Cross-domain tracking limitations

Current solution

Since the switch to the new data collection system (Universal Collect) and the release of Tag V3 the cross-domain tracking feature suffered from limitations due to some browsers storage politics and implementation.

To counter these new limitations, AB Tasty developed a cross-domain tracking solution based on an iframe.

Usually, the Tag is saving the information in a cookie or a localStorage entry labelled as ABTasty. To keep track of visitors through different domains the Tag is creating an iframe and saving those same information into the localStorage of this iframe.

The iframe source is https://try.abtasty.com/cross-domain-iframe.html The localStorage name of the iframe is the identifier of the client's account.

When the Tag is initialised on a page, it checks if it should use the cross-domain iframe according to the settings of the account.

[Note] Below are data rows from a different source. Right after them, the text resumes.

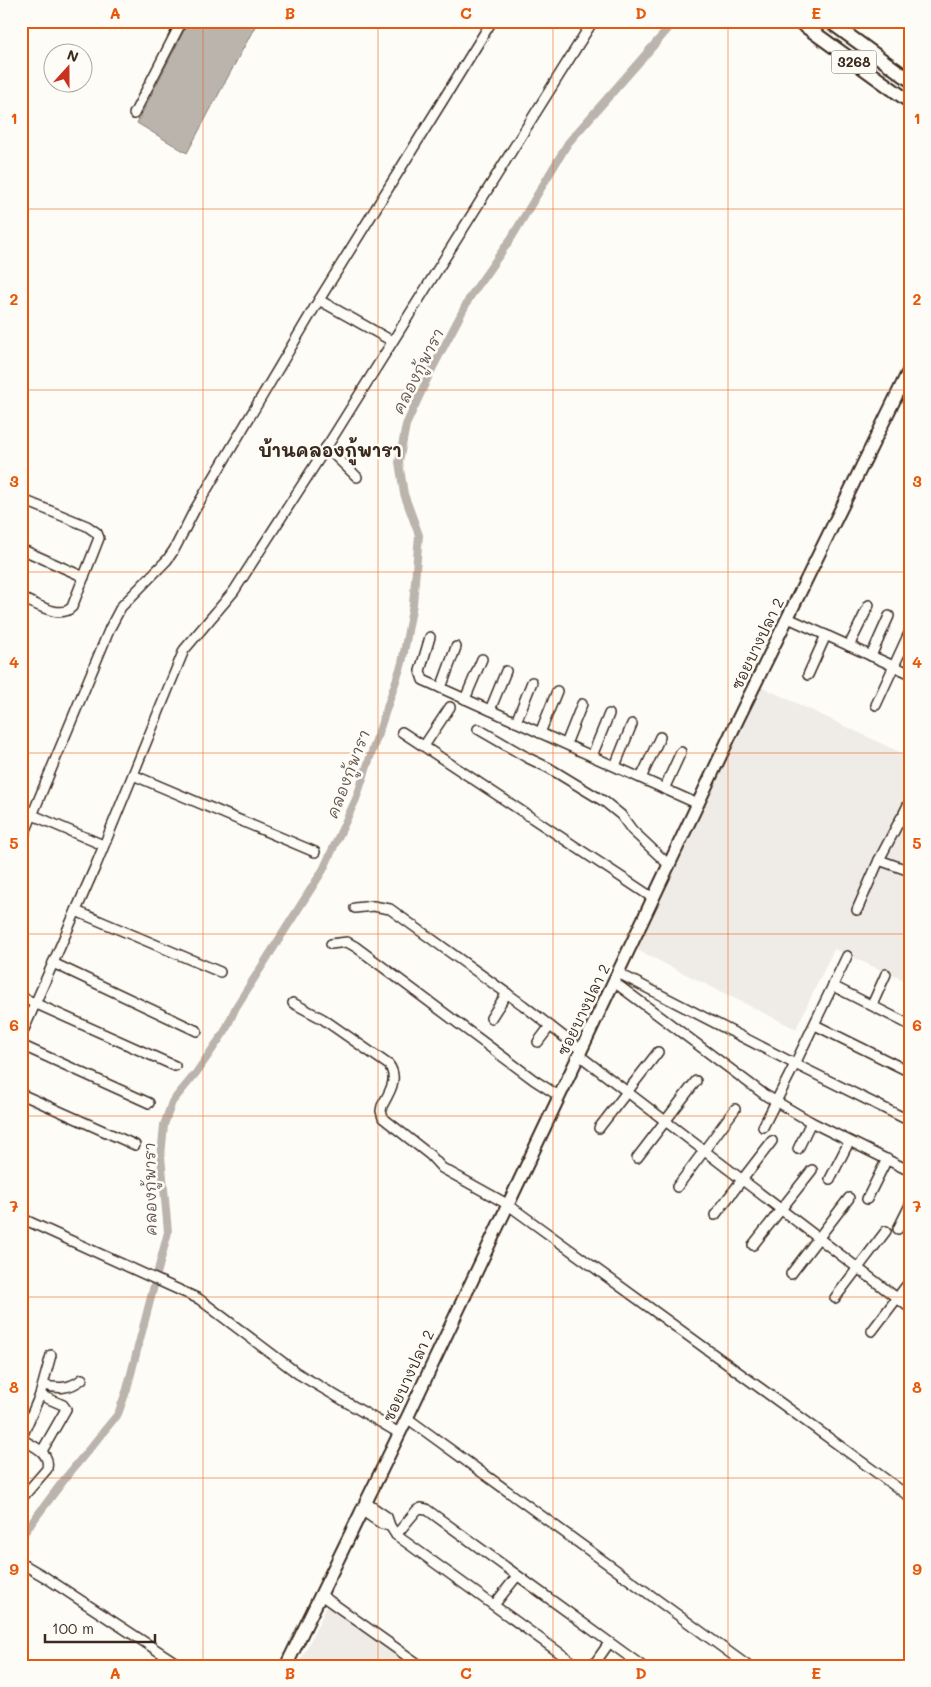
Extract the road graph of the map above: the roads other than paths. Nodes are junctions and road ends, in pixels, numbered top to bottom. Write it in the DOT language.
graph roads {
  1 [pos="182,21"];
  2 [pos="492,21"];
  3 [pos="593,21"];
  4 [pos="798,21"];
  5 [pos="829,21"];
  6 [pos="910,80"];
  7 [pos="910,102"];
  8 [pos="134,114"];
  9 [pos="320,300"];
  10 [pos="392,341"];
  11 [pos="910,368"];
  12 [pos="326,447"];
  13 [pos="357,477"];
  14 [pos="21,499"];
  15 [pos="21,550"];
  16 [pos="84,577"];
  17 [pos="21,598"];
  18 [pos="868,605"];
  19 [pos="889,616"];
  20 [pos="788,618"];
  21 [pos="910,631"];
  22 [pos="826,635"];
  23 [pos="430,637"];
  24 [pos="850,646"];
  25 [pos="456,647"];
  26 [pos="871,656"];
  27 [pos="482,659"];
  28 [pos="892,666"];
  29 [pos="506,671"];
  30 [pos="909,673"];
  31 [pos="808,675"];
  32 [pos="532,682"];
  33 [pos="441,688"];
  34 [pos="557,691"];
  35 [pos="465,699"];
  36 [pos="582,704"];
  37 [pos="876,704"];
  38 [pos="450,707"];
  39 [pos="490,710"];
  40 [pos="609,714"];
  41 [pos="516,722"];
  42 [pos="632,724"];
  43 [pos="478,729"];
  44 [pos="402,732"];
  45 [pos="540,732"];
  46 [pos="660,737"];
  47 [pos="566,744"];
  48 [pos="424,746"];
  49 [pos="681,752"];
  50 [pos="592,756"];
  51 [pos="615,766"];
  52 [pos="133,775"];
  53 [pos="641,778"];
  54 [pos="664,789"];
  55 [pos="910,801"];
  56 [pos="698,804"];
  57 [pos="21,810"];
  58 [pos="33,815"];
  59 [pos="21,842"];
  60 [pos="103,845"];
  61 [pos="315,852"];
  62 [pos="879,860"];
  63 [pos="670,866"];
  64 [pos="910,871"];
  65 [pos="653,898"];
  66 [pos="355,908"];
  67 [pos="857,910"];
  68 [pos="76,911"];
  69 [pos="331,944"];
  70 [pos="847,956"];
  71 [pos="53,963"];
  72 [pos="220,972"];
  73 [pos="886,974"];
  74 [pos="616,978"];
  75 [pos="641,985"];
  76 [pos="833,986"];
  77 [pos="506,993"];
  78 [pos="635,997"];
  79 [pos="21,998"];
  80 [pos="293,1003"];
  81 [pos="35,1004"];
  82 [pos="872,1006"];
  83 [pos="491,1018"];
  84 [pos="910,1024"];
  85 [pos="815,1025"];
  86 [pos="550,1026"];
  87 [pos="197,1031"];
  88 [pos="21,1036"];
  89 [pos="538,1042"];
  90 [pos="21,1045"];
  91 [pos="658,1052"];
  92 [pos="580,1053"];
  93 [pos="795,1064"];
  94 [pos="175,1066"];
  95 [pos="910,1072"];
  96 [pos="696,1081"];
  97 [pos="628,1092"];
  98 [pos="21,1094"];
  99 [pos="559,1096"];
  100 [pos="775,1101"];
  101 [pos="149,1103"];
  102 [pos="734,1109"];
  103 [pos="666,1121"];
  104 [pos="910,1121"];
  105 [pos="811,1122"];
  106 [pos="763,1126"];
  107 [pos="599,1128"];
  108 [pos="772,1141"];
  109 [pos="850,1142"];
  110 [pos="135,1145"];
  111 [pos="798,1150"];
  112 [pos="704,1151"];
  113 [pos="637,1158"];
  114 [pos="887,1160"];
  115 [pos="812,1170"];
  116 [pos="910,1171"];
  117 [pos="830,1179"];
  118 [pos="742,1180"];
  119 [pos="677,1187"];
  120 [pos="850,1198"];
  121 [pos="867,1199"];
  122 [pos="507,1204"];
  123 [pos="910,1205"];
  124 [pos="782,1210"];
  125 [pos="715,1216"];
  126 [pos="907,1216"];
  127 [pos="21,1218"];
  128 [pos="898,1229"];
  129 [pos="886,1231"];
  130 [pos="820,1238"];
  131 [pos="753,1245"];
  132 [pos="858,1268"];
  133 [pos="791,1274"];
  134 [pos="910,1281"];
  135 [pos="835,1298"];
  136 [pos="897,1298"];
  137 [pos="910,1308"];
  138 [pos="872,1331"];
  139 [pos="51,1355"];
  140 [pos="82,1379"];
  141 [pos="43,1385"];
  142 [pos="40,1395"];
  143 [pos="407,1418"];
  144 [pos="399,1433"];
  145 [pos="42,1451"];
  146 [pos="910,1497"];
  147 [pos="21,1499"];
  148 [pos="363,1506"];
  149 [pos="396,1535"];
  150 [pos="22,1564"];
  151 [pos="517,1576"];
  152 [pos="321,1595"];
  153 [pos="494,1606"];
  154 [pos="609,1642"];
  155 [pos="181,1666"];
  156 [pos="286,1666"];
  157 [pos="421,1666"];
  158 [pos="578,1666"];
  159 [pos="593,1666"];
  160 [pos="642,1666"];
  161 [pos="748,1666"];
  1 -- 8 [label="street"];
  2 -- 9 [label="street"];
  3 -- 10 [label="street"];
  4 -- 7 [label="main road, 3268"];
  5 -- 6 [label="main road, 3268"];
  9 -- 10 [label="street"];
  9 -- 58 [label="street"];
  10 -- 12 [label="street"];
  11 -- 20 [label="street, ซอยบางปลา 2"];
  12 -- 13 [label="street"];
  12 -- 52 [label="street"];
  14 -- 16 [label="street"];
  15 -- 16 [label="street"];
  16 -- 17 [label="street"];
  18 -- 24 [label="street"];
  19 -- 26 [label="street"];
  20 -- 22 [label="street"];
  20 -- 56 [label="street, ซอยบางปลา 2"];
  21 -- 28 [label="street"];
  22 -- 24 [label="street"];
  22 -- 31 [label="street"];
  23 -- 33 [label="street"];
  24 -- 26 [label="street"];
  25 -- 33 [label="street"];
  26 -- 28 [label="street"];
  27 -- 35 [label="street"];
  28 -- 30 [label="street"];
  28 -- 37 [label="street"];
  29 -- 39 [label="street"];
  32 -- 41 [label="street"];
  33 -- 35 [label="street"];
  34 -- 45 [label="street"];
  35 -- 39 [label="street"];
  36 -- 47 [label="street"];
  38 -- 48 [label="street"];
  39 -- 41 [label="street"];
  40 -- 50 [label="street"];
  41 -- 45 [label="street"];
  42 -- 51 [label="street"];
  43 -- 63 [label="street"];
  44 -- 48 [label="street"];
  45 -- 47 [label="street"];
  46 -- 53 [label="street"];
  47 -- 50 [label="street"];
  48 -- 65 [label="street"];
  49 -- 54 [label="street"];
  50 -- 51 [label="street"];
  51 -- 53 [label="street"];
  52 -- 60 [label="street"];
  52 -- 61 [label="street"];
  53 -- 54 [label="street"];
  54 -- 56 [label="street"];
  55 -- 62 [label="street"];
  56 -- 63 [label="street, ซอยบางปลา 2"];
  57 -- 58 [label="street"];
  58 -- 59 [label="street"];
  58 -- 60 [label="street"];
  60 -- 68 [label="street"];
  62 -- 64 [label="street"];
  62 -- 67 [label="street"];
  63 -- 65 [label="street, ซอยบางปลา 2"];
  65 -- 74 [label="street, ซอยบางปลา 2"];
  66 -- 77 [label="street"];
  68 -- 71 [label="street"];
  68 -- 72 [label="street"];
  69 -- 99 [label="street"];
  70 -- 76 [label="street"];
  71 -- 81 [label="street"];
  71 -- 87 [label="street"];
  73 -- 82 [label="street"];
  74 -- 75 [label="street"];
  74 -- 78 [label="street"];
  74 -- 92 [label="street, ซอยบางปลา 2"];
  75 -- 78 [label="street"];
  75 -- 93 [label="street"];
  76 -- 82 [label="street"];
  76 -- 85 [label="street"];
  77 -- 83 [label="street"];
  77 -- 86 [label="street"];
  78 -- 100 [label="street"];
  79 -- 81 [label="street"];
  80 -- 122 [label="street"];
  81 -- 88 [label="street"];
  81 -- 94 [label="street"];
  82 -- 84 [label="street"];
  85 -- 93 [label="street"];
  85 -- 95 [label="street"];
  86 -- 89 [label="street"];
  86 -- 92 [label="street"];
  90 -- 101 [label="street"];
  91 -- 97 [label="street"];
  92 -- 97 [label="street"];
  92 -- 99 [label="street, ซอยบางปลา 2"];
  93 -- 100 [label="street"];
  93 -- 104 [label="street"];
  96 -- 103 [label="street"];
  97 -- 103 [label="street"];
  97 -- 107 [label="street"];
  98 -- 110 [label="street"];
  99 -- 122 [label="street, ซอยบางปลา 2"];
  100 -- 105 [label="street"];
  100 -- 106 [label="street"];
  102 -- 112 [label="street"];
  103 -- 112 [label="street"];
  103 -- 113 [label="street"];
  105 -- 109 [label="street"];
  105 -- 111 [label="street"];
  108 -- 118 [label="street"];
  109 -- 114 [label="street"];
  109 -- 117 [label="street"];
  112 -- 118 [label="street"];
  112 -- 119 [label="street"];
  114 -- 116 [label="street"];
  114 -- 121 [label="street"];
  115 -- 124 [label="street"];
  118 -- 124 [label="street"];
  118 -- 125 [label="street"];
  120 -- 130 [label="street"];
  122 -- 143 [label="street, ซอยบางปลา 2"];
  122 -- 146 [label="street"];
  123 -- 126 [label="street"];
  124 -- 130 [label="street"];
  124 -- 131 [label="street"];
  126 -- 128 [label="street"];
  127 -- 144 [label="street"];
  129 -- 132 [label="street"];
  130 -- 132 [label="street"];
  130 -- 133 [label="street"];
  132 -- 135 [label="street"];
  132 -- 136 [label="street"];
  134 -- 136 [label="street"];
  136 -- 137 [label="street"];
  136 -- 138 [label="street"];
  139 -- 141 [label="street"];
  140 -- 141 [label="street"];
  141 -- 142 [label="street"];
  142 -- 145 [label="street"];
  142 -- 145 [label="street"];
  143 -- 144 [label="street, ซอยบางปลา 2"];
  143 -- 161 [label="street"];
  144 -- 148 [label="street, ซอยบางปลา 2"];
  145 -- 147 [label="street"];
  148 -- 149 [label="street"];
  148 -- 152 [label="street, ซอยบางปลา 2"];
  149 -- 151 [label="street"];
  149 -- 153 [label="street"];
  150 -- 155 [label="street"];
  151 -- 153 [label="street"];
  151 -- 154 [label="street"];
  152 -- 156 [label="street, ซอยบางปลา 2"];
  152 -- 157 [label="street"];
  153 -- 158 [label="street"];
  154 -- 159 [label="street"];
  154 -- 160 [label="street"];
}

If so, it appends the iframe in the DOM as a hidden element and saves information into the website’s cookie/localStorage but also in the iframe’s localStorage. If the visitor doesn't have a cookie or localStorage, then the Tag is asking the iframe if there is some data for this visitor and this account.

This method is considered as a third-party cookie by most of the browsers.

Safari issue with current solution

With ITP, Safari is partitioning the third-party iframe's storage according to the main page's domain. It means that storage of the iframe try.abtasty.com is only accessible from the page which sets it.

Iframe behavior schema

Even if the iframe has the same source, the storage is different and example1.com can't access the iframe's storage of example2.com.

It impacts all the visitors that are using Safari and make cross-domain tracking feature not working.

Chrome issue with current solution

The AB Tasty's cross-domain tracking solution is considered by Google Chrome as a third-party cookie. In incognito mode, Chrome activates by default the option "Block third-party cookies". It means that the Tag can't write in the localStorage of the cross-domain-iframe.html iframe.

It impacts all the visitors that are using an incognito window to navigate on the website of the clients. But it could be considered as a minimal impact as this incognito mode is used to avoid being tracked by the websites.

Workaround for QA

To deactivate this default behavior and allow you to QA your campaign you can go on chrome://settings/cookies and select "Allow all cookies" option.

How to allow third party cookies in private

The other method to do it is to deactivate the "Block third-party cookies" option each time you open a new incognito window.